Great-grandma (Baby Doo) stayed in her cabin
all the way to Le Havre, she was feeling poorly,
little darlin, while the boys in their navy-blue blazers
drank the goddam bars dry, thank the Lord they brought
some bottles of bourbon: these English yoicks
didn’t know what happened them. Har-har.
Damn won the war and lost the peace, stiff as penguins,
frozen rabbits caught in headlights. All them
Europeans look pretty much the same, have to say,
dessicated bunch of flightless flapping parrots.
Damn right I’ll have another drink.

Darkness at sea under stars
is one of the finest things I know.

Baby Doo got sick on the train to Paris,
threw up all over Barbara Wainwright, who smiled
in a testy Quaker way, East Pennsylvania, and said,
My Lord, I should have opened that window,
but they all just damn well laughed, and she felt,
not for the first time, virginal, foolish, set apart,
alien and separate from her fellow Americans,
like Virgil who was playing with the zip on his pants
and Amelia who was lifting her skirts too high.
It was all very strange and unsettling.

I’ll be happy when I get to Paris, she thought,
far away from these clowns, deep into a world of culture,
and then at last I will be free. No more Mama and Papa
leaning heavily down on me. I need to write to my sister
who hates and loves me in agony and young resentment.
This strangely gives me strength. Virgil seems to have
a cucumber behind that zip but I turn my eyes away,
sort of, is this what it is really going to be like? My
God, do I really have to get married and … allow it?
I can’t live alone, not really, so this penetration, this
unwelcome violation is going to happen and come to me?
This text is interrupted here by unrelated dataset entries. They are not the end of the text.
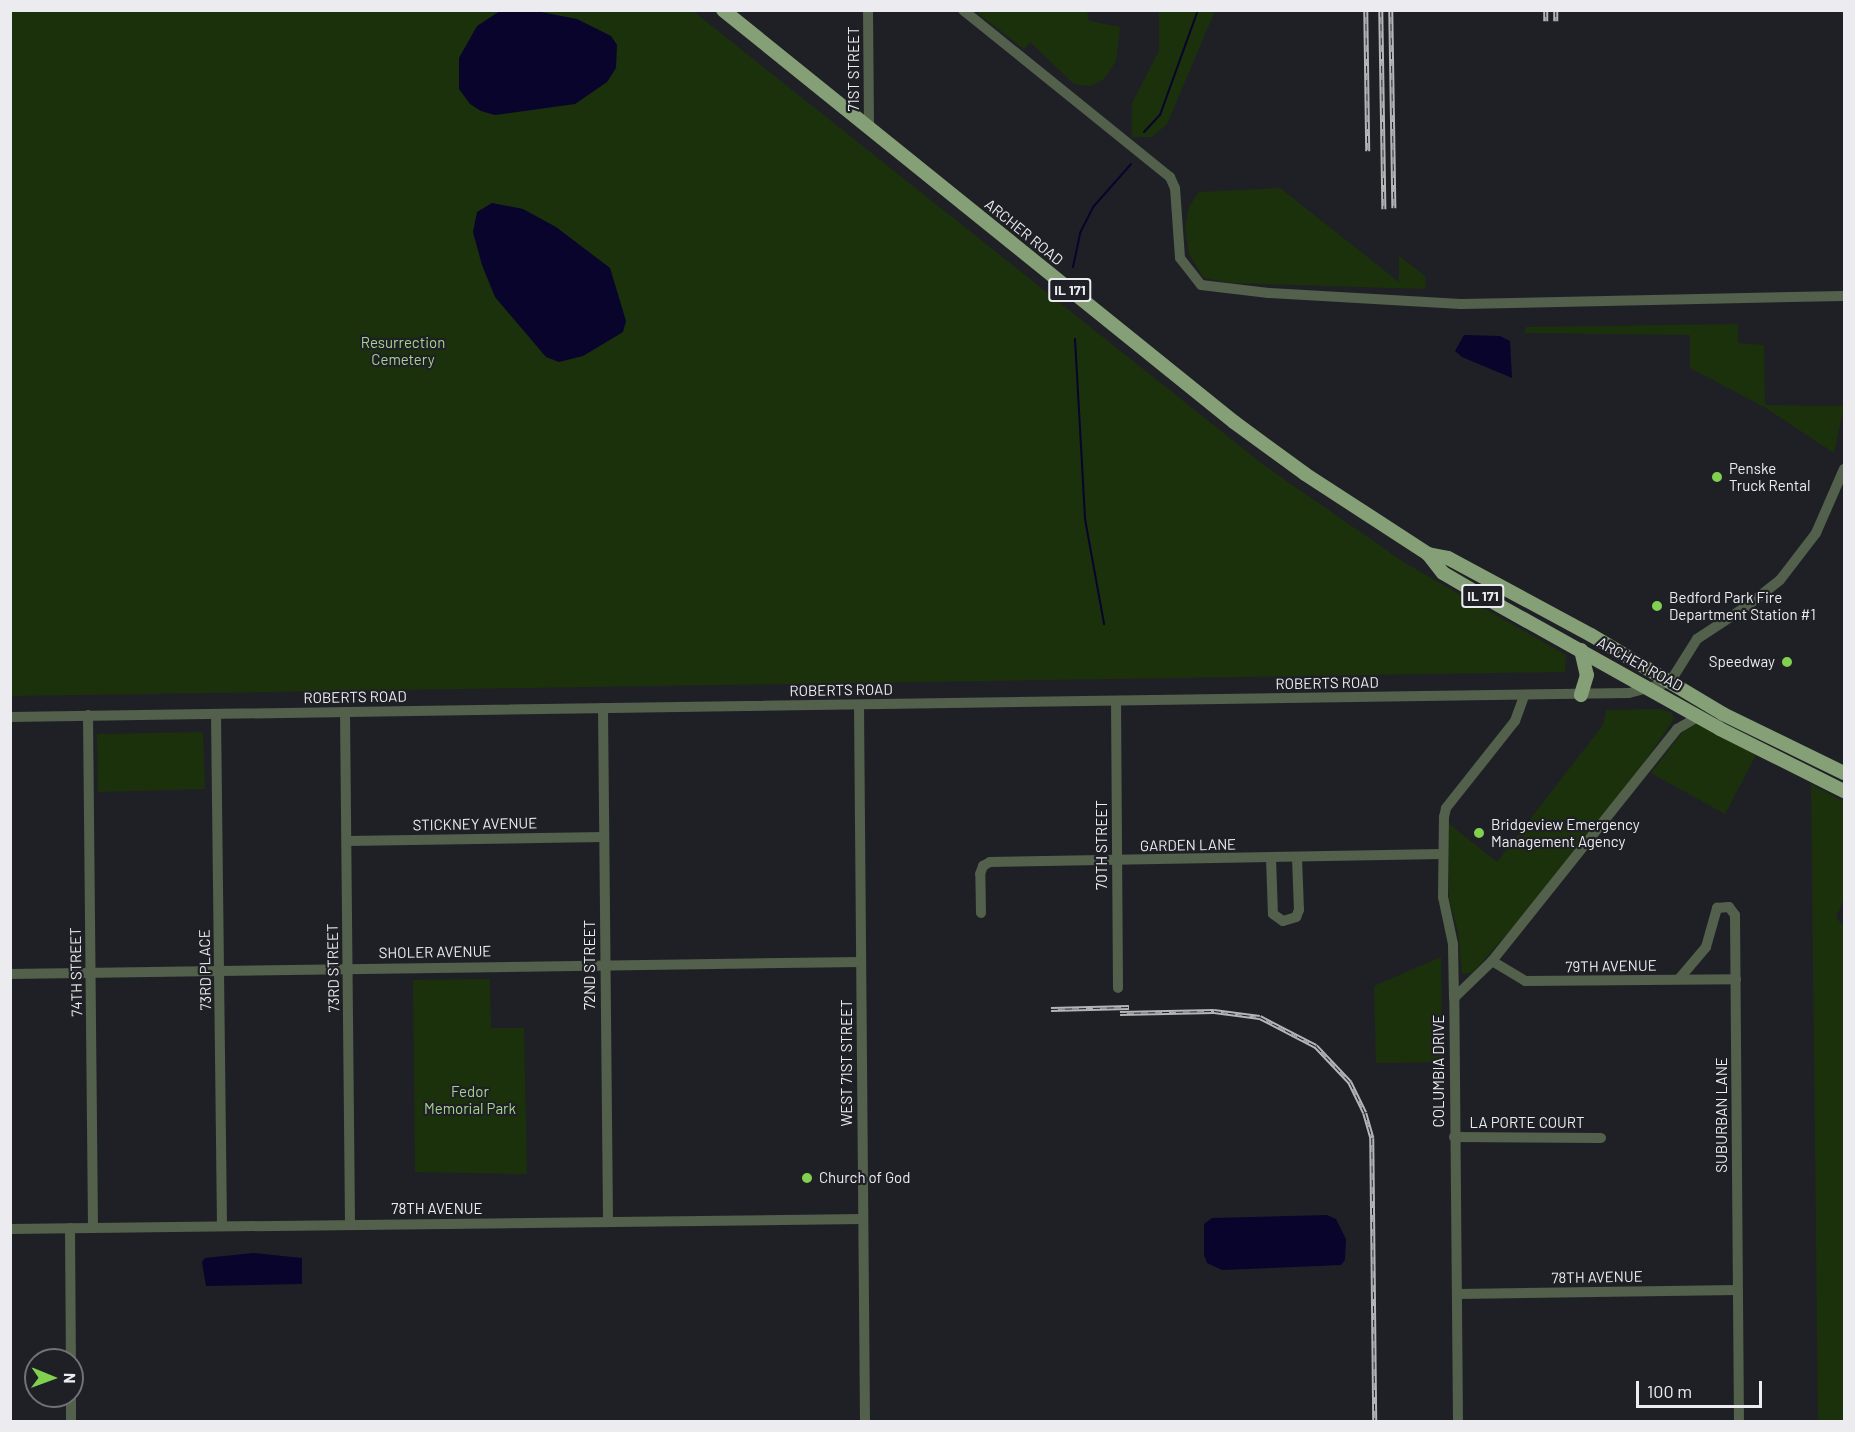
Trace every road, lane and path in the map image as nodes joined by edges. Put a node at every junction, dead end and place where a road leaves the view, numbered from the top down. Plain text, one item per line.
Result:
1 (723, 10) edge
2 (868, 10) edge
3 (963, 10) edge
4 (869, 126) junction
5 (1845, 296) edge
6 (1845, 469) edge
7 (1428, 554) junction
8 (1581, 650) junction
9 (1671, 682) junction
10 (1648, 686) junction
11 (1581, 695) junction
12 (1524, 696) junction
13 (1116, 701) junction
14 (1679, 704) junction
15 (859, 705) junction
16 (603, 708) junction
17 (345, 712) junction
18 (216, 714) junction
19 (88, 715) junction
20 (10, 717) edge
21 (1698, 717) junction
22 (1677, 729) junction
23 (1845, 773) edge
24 (1845, 791) edge
25 (604, 837) junction
26 (347, 841) junction
27 (1442, 854) junction
28 (1271, 858) junction
29 (1297, 858) junction
30 (1117, 861) junction
31 (981, 913) dead end
32 (1492, 961) junction
33 (861, 962) junction
34 (605, 964) junction
35 (348, 969) junction
36 (220, 970) junction
37 (10, 974) edge
38 (91, 974) junction
39 (1678, 979) junction
40 (1736, 979) junction
41 (1118, 988) dead end
42 (1454, 998) junction
43 (1454, 1137) junction
44 (1601, 1138) dead end
45 (863, 1219) junction
46 (608, 1222) junction
47 (350, 1223) junction
48 (222, 1225) junction
49 (70, 1228) junction
50 (93, 1228) junction
51 (10, 1229) edge
52 (1738, 1290) junction
53 (1457, 1294) junction
54 (71, 1348) edge
55 (865, 1422) edge
56 (1458, 1422) edge
57 (1739, 1422) edge

1 - 4 main road, ARCHER ROAD / IL 171
2 - 4 street, 71ST STREET
3 - 5 street
4 - 7 main road, ARCHER ROAD / IL 171
6 - 9 street
7 - 8 main road, ARCHER ROAD / IL 171
7 - 9 main road, ARCHER ROAD / IL 171
8 - 10 main road, ARCHER ROAD / IL 171
8 - 11 main road
9 - 10 street, ROBERTS ROAD
9 - 23 main road, ARCHER ROAD / IL 171
10 - 11 street, ROBERTS ROAD
10 - 14 main road, ARCHER ROAD / IL 171
11 - 12 street, ROBERTS ROAD
12 - 13 street, ROBERTS ROAD
12 - 27 street
13 - 15 street, ROBERTS ROAD
13 - 30 street, 70TH STREET
14 - 21 main road, ARCHER ROAD / IL 171
14 - 22 street
15 - 16 street, ROBERTS ROAD
15 - 33 street, WEST 71ST STREET
16 - 17 street, ROBERTS ROAD
16 - 25 street, 72ND STREET
17 - 18 street, ROBERTS ROAD
17 - 26 street, 73RD STREET
18 - 19 street, ROBERTS ROAD
18 - 36 street, 73RD PLACE
19 - 20 street, ROBERTS ROAD
19 - 38 street, 74TH STREET
21 - 22 street, COLUMBIA DRIVE
21 - 24 main road, ARCHER ROAD / IL 171
22 - 32 street, COLUMBIA DRIVE
25 - 26 street, STICKNEY AVENUE
25 - 34 street, 72ND STREET
26 - 35 street, 73RD STREET
27 - 29 street, GARDEN LANE
27 - 42 street
28 - 29 street, GARDEN LANE
28 - 29 street
28 - 30 street, GARDEN LANE
30 - 31 street, GARDEN LANE
30 - 41 street, 70TH STREET
32 - 39 street, 79TH AVENUE
32 - 42 street, COLUMBIA DRIVE
33 - 34 street, SHOLER AVENUE
33 - 45 street, WEST 71ST STREET
34 - 35 street, SHOLER AVENUE
34 - 46 street, 72ND STREET
35 - 36 street, SHOLER AVENUE
35 - 47 street, 73RD STREET
36 - 38 street, SHOLER AVENUE
36 - 48 street, 73RD PLACE
37 - 38 street, SHOLER AVENUE
38 - 50 street, 74TH STREET
39 - 40 street, 79TH AVENUE
39 - 40 street, SUBURBAN LANE
40 - 52 street, SUBURBAN LANE
42 - 43 street, COLUMBIA DRIVE
43 - 44 street, LA PORTE COURT
43 - 53 street, COLUMBIA DRIVE
45 - 46 street, 78TH AVENUE
45 - 55 street, WEST 71ST STREET
46 - 47 street, 78TH AVENUE
47 - 48 street, 78TH AVENUE
48 - 50 street, 78TH AVENUE
49 - 50 street, 78TH AVENUE
49 - 51 street, 78TH AVENUE
49 - 54 street
52 - 53 street, 78TH AVENUE
52 - 57 street, SUBURBAN LANE
53 - 56 street, COLUMBIA DRIVE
I want to be a young girl forever without any damn silly man
here in Paris and Europe for the first and last time, and, maybe,
who knows, I might die. It’s very fashionable to die young,
but I’m not too sure about it. It seems a bit dark and final.
I might pretend to die for a bit so that people get worried,
but it costs a lot, and my father will complain about the bills.
He’s a red-faced burly businessman and he scares me to hell
but I know he loves me and will throw money all over me
while my mother looks on from behind, tight-lipped and silent
and my young sister, dancing in frustration, glares.

Within twenty-four hours of arrival I am ashamed to confess
I have been violated, not once but two or three times, vigorously,
by a young artist and I confess I enjoyed it. Of course he is American,
from a rather good family, not one of the natives, from Philadelphia,
he says he knows some of my cousins. Between physical bouts
we talk about family trees. He is terribly misunderstood, poor boy,
and I feel it is my duty to gather him into the arms of Home, as only
a Real Woman can do. I am rather enjoying my role as a Real Woman
since it is new and feels rather nice among the sights and smells
of this strange, uxurious, and scented spreading city.

Home, home, home, little boy. I'll break you,
take you home to Murrica soon as I can.